(Provided records Opens)
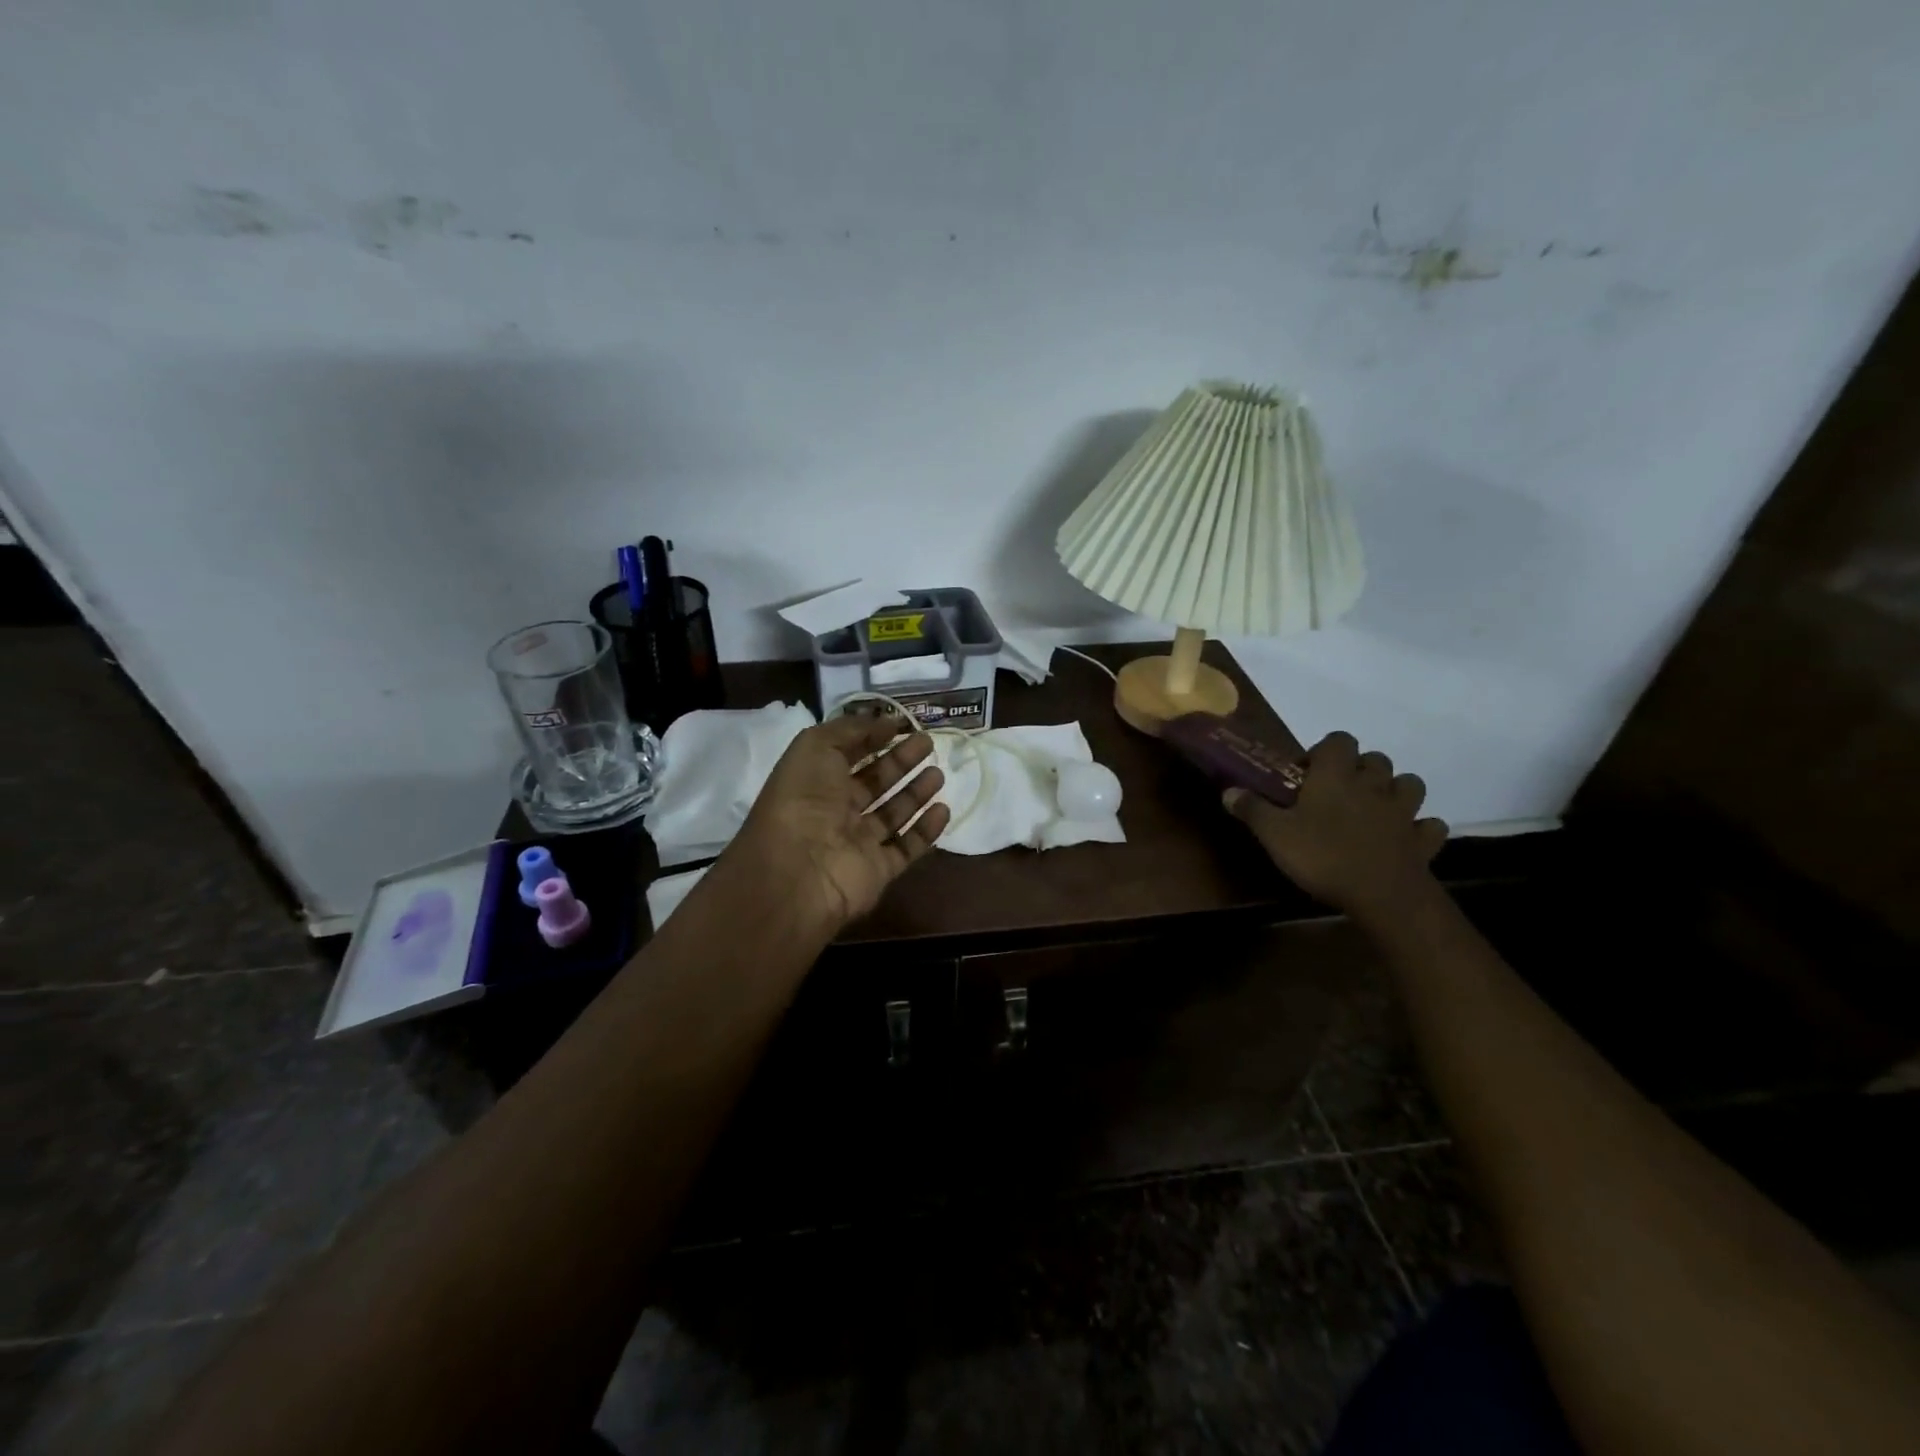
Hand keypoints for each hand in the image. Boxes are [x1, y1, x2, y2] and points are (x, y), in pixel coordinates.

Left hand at [731, 714, 950, 933]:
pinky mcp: (879, 869)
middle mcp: (836, 811)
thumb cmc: (803, 800)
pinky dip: (926, 830)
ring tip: (939, 774)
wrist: (798, 870)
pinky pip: (907, 847)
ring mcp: (858, 842)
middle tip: (928, 744)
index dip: (873, 738)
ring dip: (916, 793)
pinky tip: (943, 809)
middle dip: (901, 761)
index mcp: (816, 781)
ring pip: (893, 814)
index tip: (902, 724)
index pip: (849, 755)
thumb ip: (850, 729)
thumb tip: (885, 722)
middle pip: (875, 782)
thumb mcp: (816, 746)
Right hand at [1224, 731, 1447, 922]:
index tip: (1308, 772)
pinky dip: (1419, 828)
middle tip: (1339, 791)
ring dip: (1395, 791)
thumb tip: (1228, 790)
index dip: (1325, 750)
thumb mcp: (1274, 834)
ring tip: (1375, 808)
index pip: (1338, 740)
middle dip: (1361, 769)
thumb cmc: (1322, 855)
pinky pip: (1429, 826)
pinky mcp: (1422, 840)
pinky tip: (1404, 838)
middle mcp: (1372, 785)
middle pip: (1376, 759)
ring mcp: (1403, 812)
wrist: (1382, 894)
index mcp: (1336, 776)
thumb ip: (1252, 809)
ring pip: (1410, 784)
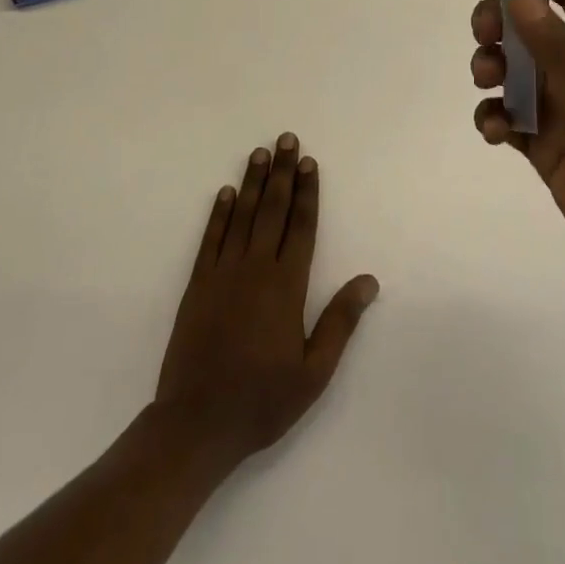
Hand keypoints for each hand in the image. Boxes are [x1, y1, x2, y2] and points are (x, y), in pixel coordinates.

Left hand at [154, 134, 378, 466]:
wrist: (196, 425)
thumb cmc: (261, 400)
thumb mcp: (313, 372)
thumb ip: (340, 322)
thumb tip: (368, 280)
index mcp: (286, 286)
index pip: (301, 226)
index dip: (307, 192)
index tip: (309, 162)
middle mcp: (256, 269)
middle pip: (272, 210)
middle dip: (282, 172)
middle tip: (286, 139)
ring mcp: (223, 274)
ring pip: (242, 216)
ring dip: (252, 182)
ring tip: (260, 152)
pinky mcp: (197, 285)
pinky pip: (211, 239)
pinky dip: (219, 214)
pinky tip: (225, 193)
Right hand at [470, 0, 564, 321]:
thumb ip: (564, 47)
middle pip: (535, 30)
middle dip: (503, 23)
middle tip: (484, 33)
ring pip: (515, 73)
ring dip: (493, 66)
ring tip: (487, 80)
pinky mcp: (548, 154)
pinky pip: (510, 121)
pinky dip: (494, 117)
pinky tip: (495, 131)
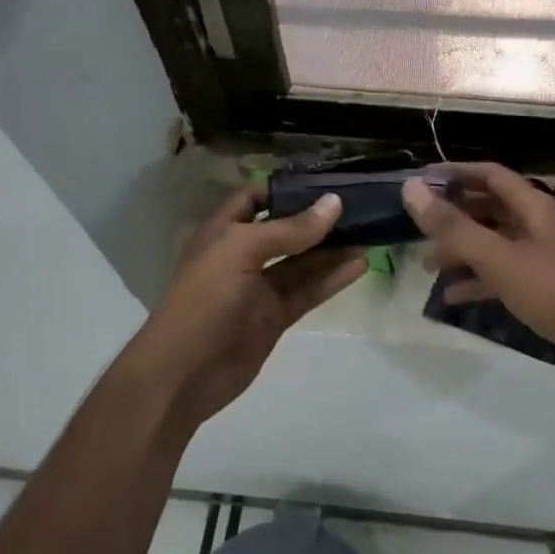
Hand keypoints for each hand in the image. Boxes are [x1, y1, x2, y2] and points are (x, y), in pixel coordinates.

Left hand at [128, 186, 365, 428]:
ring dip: (333, 248)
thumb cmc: (205, 300)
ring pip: (303, 261)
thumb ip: (290, 230)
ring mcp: (261, 288)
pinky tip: (360, 265)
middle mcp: (243, 255)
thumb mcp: (242, 251)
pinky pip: (308, 290)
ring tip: (370, 232)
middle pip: (286, 229)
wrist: (184, 373)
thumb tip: (334, 203)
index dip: (286, 188)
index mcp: (224, 231)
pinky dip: (333, 278)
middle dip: (318, 218)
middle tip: (360, 205)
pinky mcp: (276, 315)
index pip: (255, 198)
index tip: (325, 181)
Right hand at [402, 164, 554, 376]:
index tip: (421, 181)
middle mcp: (537, 224)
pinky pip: (502, 273)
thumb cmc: (553, 290)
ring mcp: (541, 255)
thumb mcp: (498, 257)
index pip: (490, 175)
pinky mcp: (543, 285)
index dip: (455, 173)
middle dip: (454, 216)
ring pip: (493, 242)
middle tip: (418, 227)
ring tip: (428, 265)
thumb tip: (411, 189)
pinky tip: (452, 296)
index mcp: (533, 206)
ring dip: (461, 250)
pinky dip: (478, 279)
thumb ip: (453, 226)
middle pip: (489, 208)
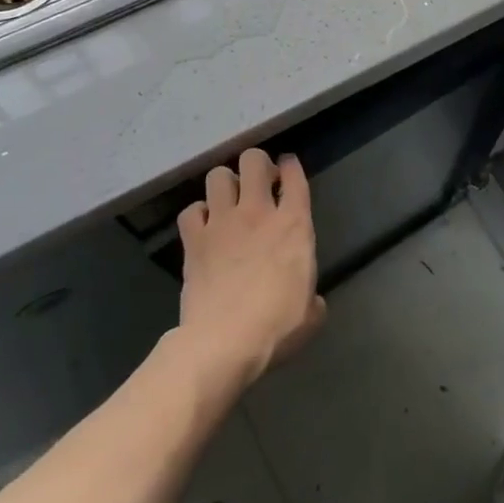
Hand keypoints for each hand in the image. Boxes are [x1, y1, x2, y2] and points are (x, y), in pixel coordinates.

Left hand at [177, 148, 326, 386]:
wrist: (224, 342)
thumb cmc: (276, 327)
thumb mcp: (311, 313)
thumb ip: (313, 298)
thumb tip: (311, 301)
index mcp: (294, 224)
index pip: (294, 175)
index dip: (291, 166)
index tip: (288, 170)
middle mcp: (257, 212)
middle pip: (253, 160)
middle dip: (257, 164)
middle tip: (259, 184)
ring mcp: (222, 223)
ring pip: (218, 175)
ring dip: (225, 184)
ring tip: (229, 201)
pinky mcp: (194, 240)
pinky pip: (191, 211)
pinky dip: (197, 215)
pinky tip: (204, 228)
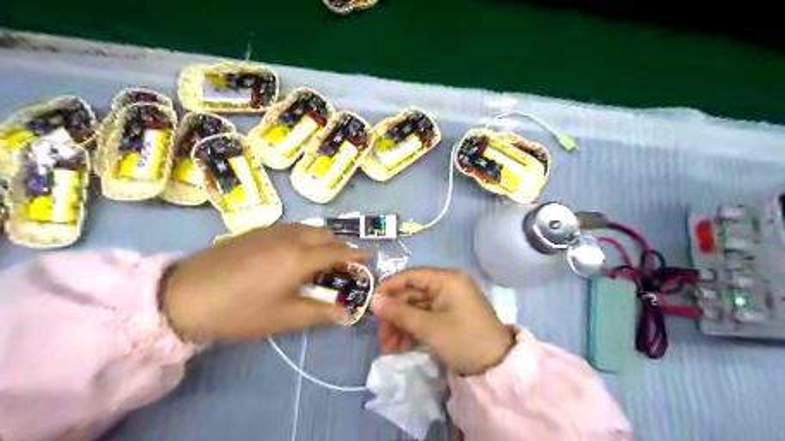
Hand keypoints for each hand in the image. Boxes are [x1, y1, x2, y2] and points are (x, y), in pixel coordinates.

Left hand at [162, 224, 371, 340]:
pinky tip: (293, 251)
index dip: (357, 255)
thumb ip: (319, 313)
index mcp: (300, 258)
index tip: (371, 256)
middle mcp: (290, 237)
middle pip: (325, 235)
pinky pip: (291, 228)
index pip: (338, 252)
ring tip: (320, 257)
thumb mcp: (283, 318)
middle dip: (339, 246)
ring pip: (307, 228)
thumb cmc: (239, 311)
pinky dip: (303, 236)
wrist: (184, 295)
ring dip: (321, 239)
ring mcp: (271, 231)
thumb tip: (345, 313)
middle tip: (342, 263)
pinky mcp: (255, 231)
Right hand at [372, 268, 516, 374]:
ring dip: (401, 326)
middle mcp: (447, 285)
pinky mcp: (450, 316)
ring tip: (388, 348)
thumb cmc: (463, 340)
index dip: (389, 288)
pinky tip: (401, 346)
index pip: (410, 276)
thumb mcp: (429, 328)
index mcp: (446, 279)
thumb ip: (399, 313)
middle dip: (394, 315)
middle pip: (412, 294)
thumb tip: (373, 302)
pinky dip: (413, 330)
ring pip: (416, 308)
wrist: (497, 366)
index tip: (371, 304)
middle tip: (380, 336)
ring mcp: (449, 301)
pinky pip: (426, 317)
(Provided records Closes)
* **Your instructions**
All lines of the listing holding the string "wrist" must be returned, copied as they stand.

* **Expected answer**
wrist: (798, 870)
wrist: (1382, 894)
wrist: (196, 425)
wrist: (184, 373)
wrist: (224, 342)
wrist: (184, 295)
wrist: (497, 366)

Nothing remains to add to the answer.